PROBLEM TO WORK ON: Copy out every line of the data where the word "LYNDEN" is found.

Records from a collection
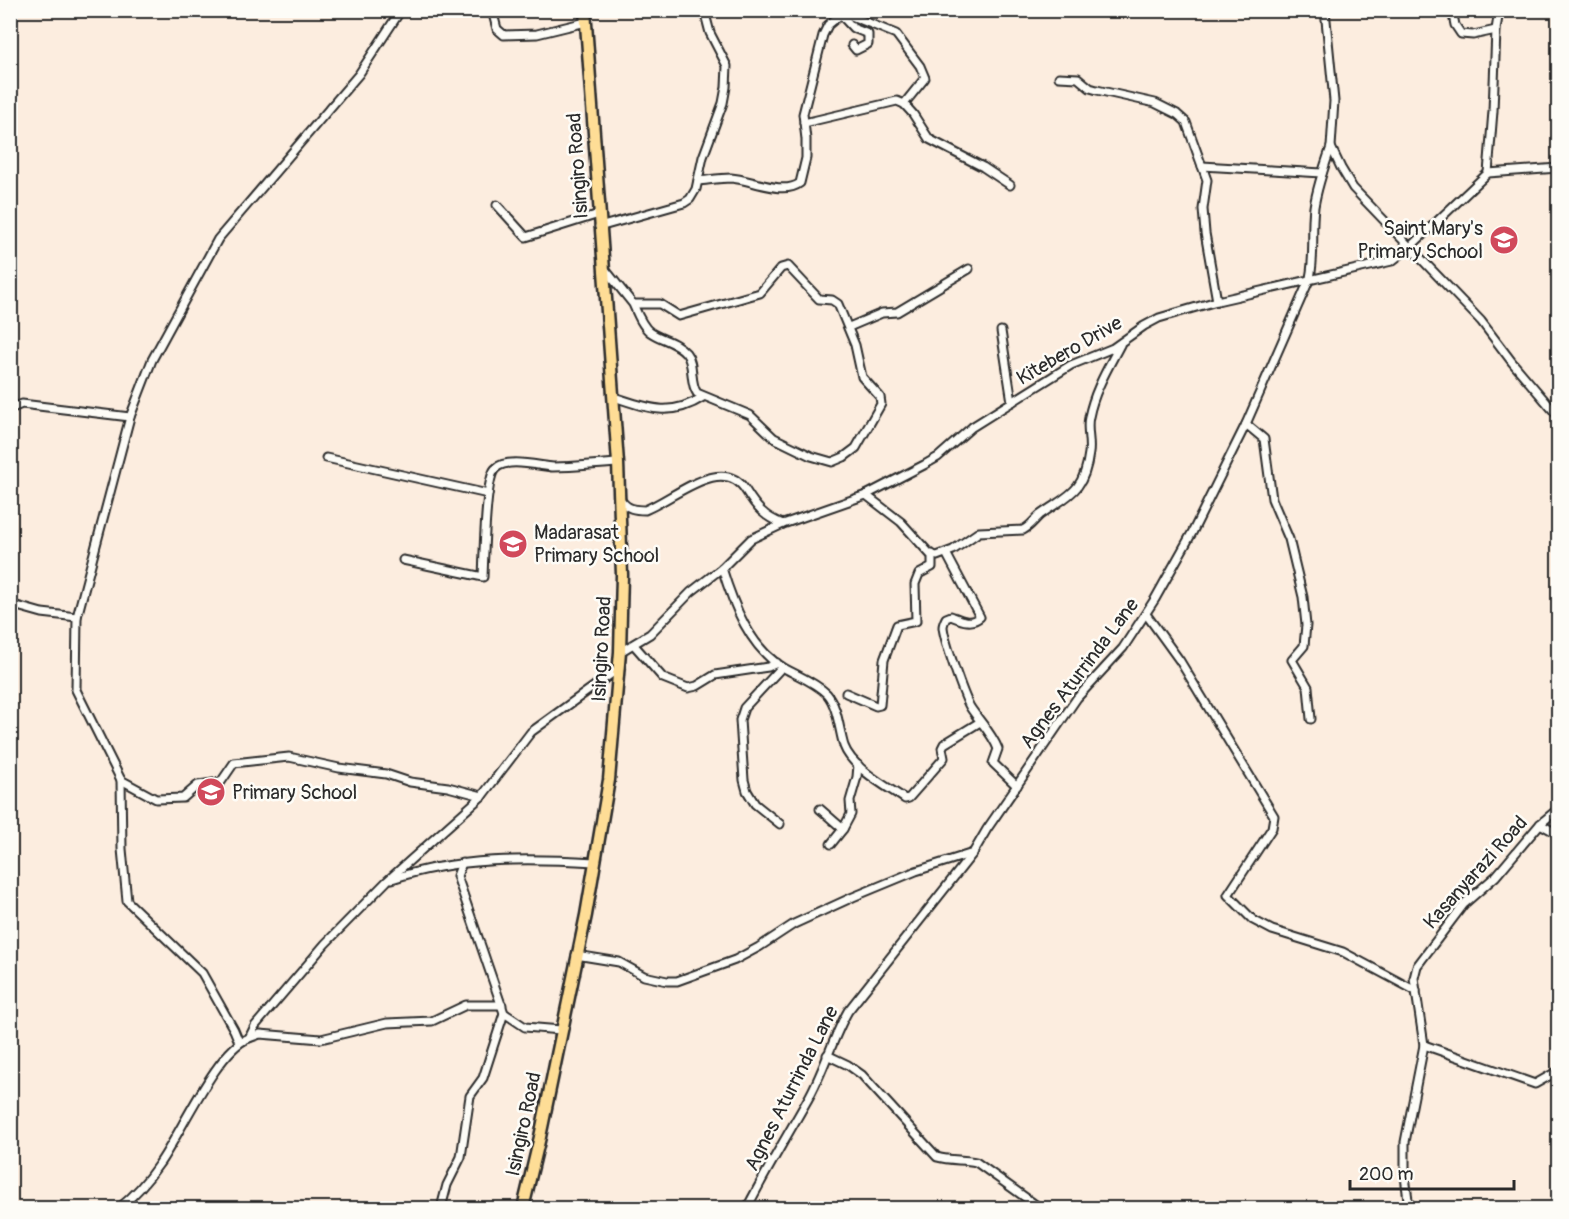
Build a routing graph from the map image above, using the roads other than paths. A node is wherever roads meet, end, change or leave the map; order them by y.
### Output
1 (401, 10) edge
2 (492, 10) edge
3 (585, 10) edge
4 (704, 10) edge
5 (1324, 10) edge
6 (1452, 10) edge
7 (1499, 10) edge
8 (844, 13) edge
9 (586, 22) junction
10 (1496, 30) junction
11 (852, 45) dead end
12 (1059, 77) dead end
13 (904, 104) junction
14 (804, 123) junction
15 (1331, 147) junction
16 (1202, 166) junction
17 (1558, 168) edge
18 (1322, 173) junction
19 (1488, 173) junction
20 (698, 181) junction
21 (1010, 185) dead end
22 (497, 205) dead end
23 (599, 214) junction
24 (600, 227) junction
25 (1410, 247) junction
26 (604, 268) junction
27 (969, 269) dead end
28 (1310, 278) junction
29 (1217, 301) junction
30 (633, 304) junction
31 (849, 327) junction
32 (1001, 332) dead end
33 (1120, 343) junction
34 (614, 397) junction
35 (703, 397) junction
36 (1012, 402) junction
37 (10, 409) edge
38 (1558, 416) edge
39 (130, 417) junction
40 (1246, 424) junction
41 (326, 458) dead end
42 (618, 463) junction
43 (488, 494) junction
44 (866, 495) junction
45 (620, 498) junction
46 (783, 524) junction
47 (932, 554) junction
48 (946, 554) junction
49 (403, 561) dead end
50 (722, 568) junction
51 (10, 604) edge
52 (1146, 614) junction
53 (77, 617) junction
54 (634, 645) junction
55 (620, 652) junction
56 (780, 665) junction
57 (618, 669) junction
58 (846, 693) dead end
59 (1311, 719) dead end
60 (980, 722) junction
61 (858, 765) junction
62 (121, 780) junction
63 (1017, 786) junction
64 (482, 796) junction
65 (820, 809) dead end
66 (1558, 809) edge
67 (780, 824) dead end
68 (1540, 824) junction
69 (843, 829) junction
70 (1558, 834) edge
71 (831, 844) dead end
72 (973, 853) junction
73 (595, 862) junction
74 (462, 863) junction
75 (387, 880) junction
76 (576, 955) junction
77 (1416, 991) junction
78 (503, 1009) junction
79 (561, 1030) junction
80 (249, 1038) junction
81 (239, 1042) junction
82 (1424, 1045) junction
83 (827, 1055) junction
84 (1558, 1071) edge
85 (119, 1209) edge
86 (441, 1209) edge
87 (523, 1209) edge
88 (747, 1209) edge
89 (1040, 1209) edge
90 (1409, 1209) edge

1 - 39 street
2 - 9 street
3 - 9 main road, Isingiro Road
4 - 20 street
5 - 15 street, Agnes Aturrinda Lane
6 - 10 street
7 - 10 street
8 - 11 street
8 - 13 street
8 - 14 street
9 - 23 main road, Isingiro Road
10 - 19 street
12 - 16 street
13 - 14 street
13 - 21 street
14 - 20 street
15 - 18 street, Agnes Aturrinda Lane
15 - 25 street
16 - 18 street
16 - 29 street
17 - 19 street
18 - 28 street, Agnes Aturrinda Lane
19 - 25 street, Kitebero Drive
20 - 24 street
22 - 23 street
23 - 24 main road, Isingiro Road
24 - 26 main road, Isingiro Road
25 - 28 street, Kitebero Drive
25 - 38 street
26 - 30 street
26 - 34 main road, Isingiro Road
27 - 31 street
28 - 29 street, Kitebero Drive
28 - 40 street, Agnes Aturrinda Lane
29 - 33 street, Kitebero Drive
30 - 31 street
30 - 35 street
31 - 35 street
32 - 36 street
33 - 36 street, Kitebero Drive
33 - 48 street
34 - 35 street
34 - 42 main road, Isingiro Road
36 - 44 street, Kitebero Drive
37 - 39 street
39 - 53 street
40 - 52 street, Agnes Aturrinda Lane
40 - 59 street
41 - 43 street
42 - 43 street
42 - 45 main road, Isingiro Road
43 - 49 street
44 - 46 street, Kitebero Drive
44 - 47 street
45 - 46 street
45 - 55 main road, Isingiro Road
46 - 50 street, Kitebero Drive
47 - 48 street
47 - 58 street
48 - 60 street
50 - 54 street, Kitebero Drive
50 - 56 street
51 - 53 street
52 - 63 street, Agnes Aturrinda Lane
52 - 77 street
53 - 62 street
54 - 55 street, Kitebero Drive
54 - 56 street
55 - 57 main road, Isingiro Road
56 - 61 street
56 - 67 street
57 - 64 street
57 - 73 main road, Isingiro Road
60 - 61 street
60 - 63 street
61 - 69 street
62 - 64 street
62 - 81 street
63 - 72 street, Agnes Aturrinda Lane
64 - 75 street
65 - 69 street
66 - 68 street, Kasanyarazi Road
68 - 70 street
68 - 77 street, Kasanyarazi Road
69 - 71 street
72 - 76 street
72 - 83 street, Agnes Aturrinda Lane
73 - 74 street
73 - 76 main road, Isingiro Road
74 - 75 street
74 - 78 street
75 - 80 street
76 - 79 main road, Isingiro Road
77 - 82 street, Kasanyarazi Road
78 - 79 street
78 - 80 street
78 - 86 street
79 - 87 main road, Isingiro Road
80 - 81 street
81 - 85 street
82 - 84 street
82 - 90 street, Kasanyarazi Road
83 - 88 street, Agnes Aturrinda Lane
83 - 89 street

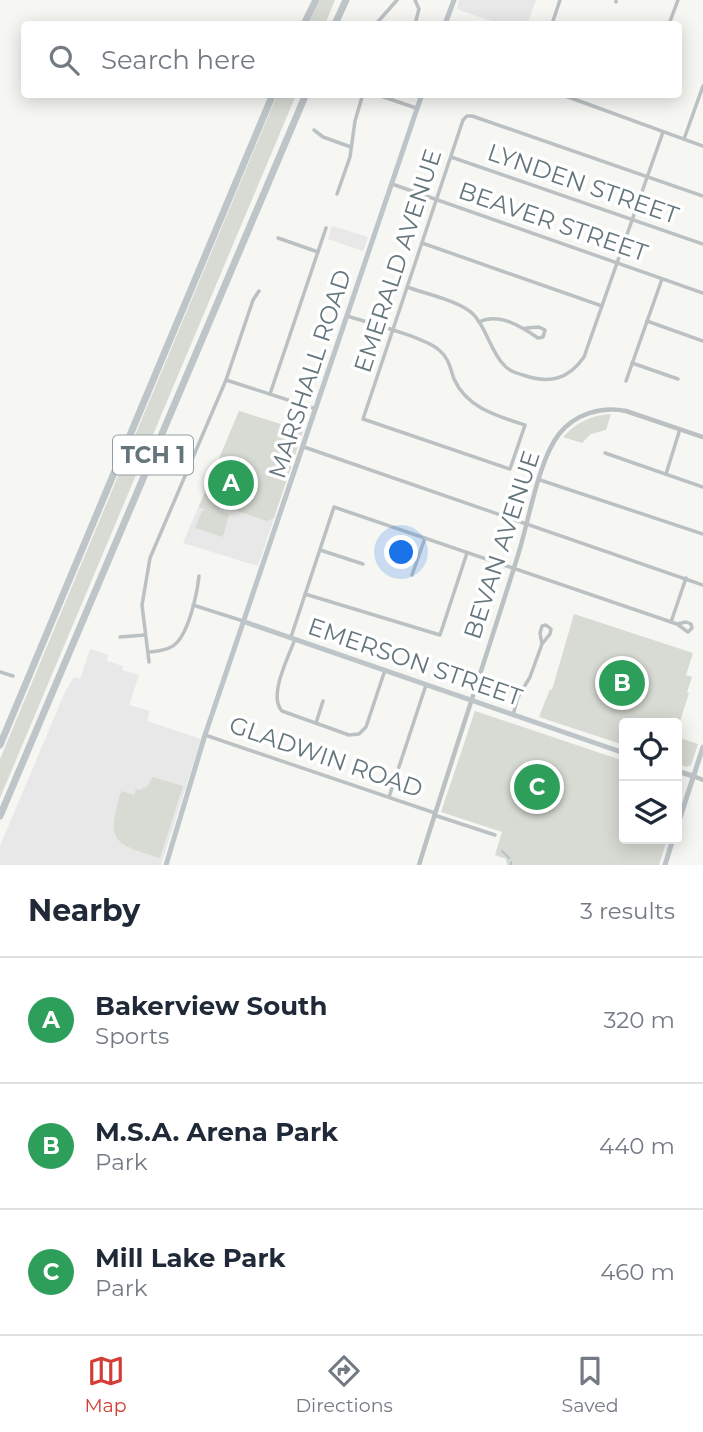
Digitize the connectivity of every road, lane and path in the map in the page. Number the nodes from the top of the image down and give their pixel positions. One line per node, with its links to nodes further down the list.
1 (314, 0): 8 (highway)
2 (346, 0): 9 (highway)
3 (397, 0): 10 (street)
4 (415, 0): 11 (street)
5 (454, 0): 12 (main road)
6 (560, 0): 13 (street)
7 (678, 0): 14 (street)
8 (304, 21)
9 (336, 21)
10 (379, 21)
11 (416, 21)
12 (446, 21)
13 (553, 21)
14 (671, 21)
15 (703, 86): 25 (street)
16 (271, 98): 96 (highway, TCH 1)
17 (304, 98): 105 (highway, TCH 1)
18 (362, 98): 27 (street)
19 (393, 98): 22 (street)
20 (421, 98): 22 (main road, MARSHALL ROAD)
21 (571, 98): 24 (street)
22 (417, 108): 30 (main road, MARSHALL ROAD)
23 (314, 130): 27 (street)
24 (663, 132): 25 (street); 29 (street)
25 (684, 139): 26 (street)
26 (703, 146)
27 (351, 147): 31 (street)
28 (451, 157): 29 (street, EMERALD AVENUE); 33 (street, EMERALD AVENUE); 34 (street, LYNDEN STREET)
29 (648, 177): 32 (street); 34 (street)
30 (392, 184): 33 (street, BEAVER STREET); 46 (main road, MARSHALL ROAD)
31 (337, 194)
32 (703, 196)
33 (437, 200): 37 (street, EMERALD AVENUE); 40 (street, BEAVER STREET)
34 (633, 220): 38 (street, LYNDEN STREET); 40 (street)
35 (326, 228): 39 (street)
36 (278, 238): 39 (street)
37 (422, 243): 42 (street, EMERALD AVENUE); 45 (street)
38 (703, 244)
39 (318, 252): 56 (street)
40 (617, 263): 41 (street, BEAVER STREET); 45 (street)
41 (662, 279): 44 (street, BEAVER STREET); 47 (street)
42 (407, 287): 48 (street); 50 (street, EMERALD AVENUE)
43 (260, 291): 54 (street)
44 (703, 293)
45 (602, 306): 48 (street)
46 (347, 316): 50 (street); 57 (main road, MARSHALL ROAD)
47 (647, 321): 51 (street); 52 (street)
48 (479, 322): 49 (street)
49 (526, 328): 49 (street)
50 (393, 332): 50 (street, EMERALD AVENUE)
51 (703, 341)
52 (632, 363): 53 (street); 55 (street)
53 (678, 379)
54 (226, 380): 56 (street); 81 (street)
55 (626, 381)
56 (270, 394): 57 (street)
57 (316, 409): 60 (main road, MARSHALL ROAD)
58 (681, 429): 59 (street); 62 (street); 63 (street, BEVAN AVENUE)
59 (703, 437)
60 (304, 447): 65 (street); 78 (main road, MARSHALL ROAD)
61 (605, 453): 62 (street)
62 (666, 474): 64 (street)
63 (540, 480): 65 (street, BEVAN AVENUE); 66 (street)
64 (703, 487)
65 (527, 524): 71 (street, BEVAN AVENUE); 74 (street)
66 (703, 534)
67 (425, 538): 68 (street); 69 (street); 72 (street)
68 (320, 550): 70 (street); 76 (street)
69 (467, 553): 71 (street); 76 (street)
70 (363, 564)
71 (514, 569): 79 (street); 91 (street, BEVAN AVENUE)
72 (412, 575)
73 (199, 576): 77 (street)
74 (686, 578): 75 (street); 79 (street)
75 (703, 584)
76 (305, 594): 83 (street)
77 (193, 605): 78 (street, EMERSON STREET); 85 (street)
78 (245, 622): 83 (main road, EMERSON STREET); 95 (main road, MARSHALL ROAD)
79 (671, 622): 80 (street)
80 (677, 624)
81 (145, 635): 82 (street); 85 (street)
82 (120, 636)
83 (293, 638): 87 (main road, EMERSON STREET); 94 (street)
84 (542, 644): 84 (street); 93 (street)
85 (149, 652): 86 (street)
86 (149, 662)
87 (385, 670): 90 (main road, EMERSON STREET); 94 (street)
88 (0, 672): 89 (street)
89 (13, 676)
90 (426, 685): 91 (main road, EMERSON STREET); 102 (street)
91 (471, 700): 93 (main road, EMERSON STREET); 104 (street, BEVAN AVENUE)
92 (323, 701): 94 (street)
93 (513, 715): 98 (main road, EMERSON STREET)
94 (316, 723)
95 (205, 735): 102 (street, GLADWIN ROAD); 108 (main road, MARSHALL ROAD)
96 (0, 745)
97 (703, 747): 100 (main road)
98 (619, 751)
99 (682, 773): 100 (main road)
100 (693, 776): 101 (street); 103 (main road)
101 (703, 780)
102 (389, 797): 104 (street, GLADWIN ROAD)
103 (682, 811)
104 (434, 814): 106 (street, GLADWIN ROAD); 109 (street, BEVAN AVENUE)
105 (0, 816)
106 (495, 835)
107 (671, 844): 110 (main road)
108 (166, 865)
109 (419, 865)
110 (665, 865)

COMPLETED TASK:
28 (451, 157): 29 (street, EMERALD AVENUE); 33 (street, EMERALD AVENUE); 34 (street, LYNDEN STREET)
34 (633, 220): 38 (street, LYNDEN STREET); 40 (street)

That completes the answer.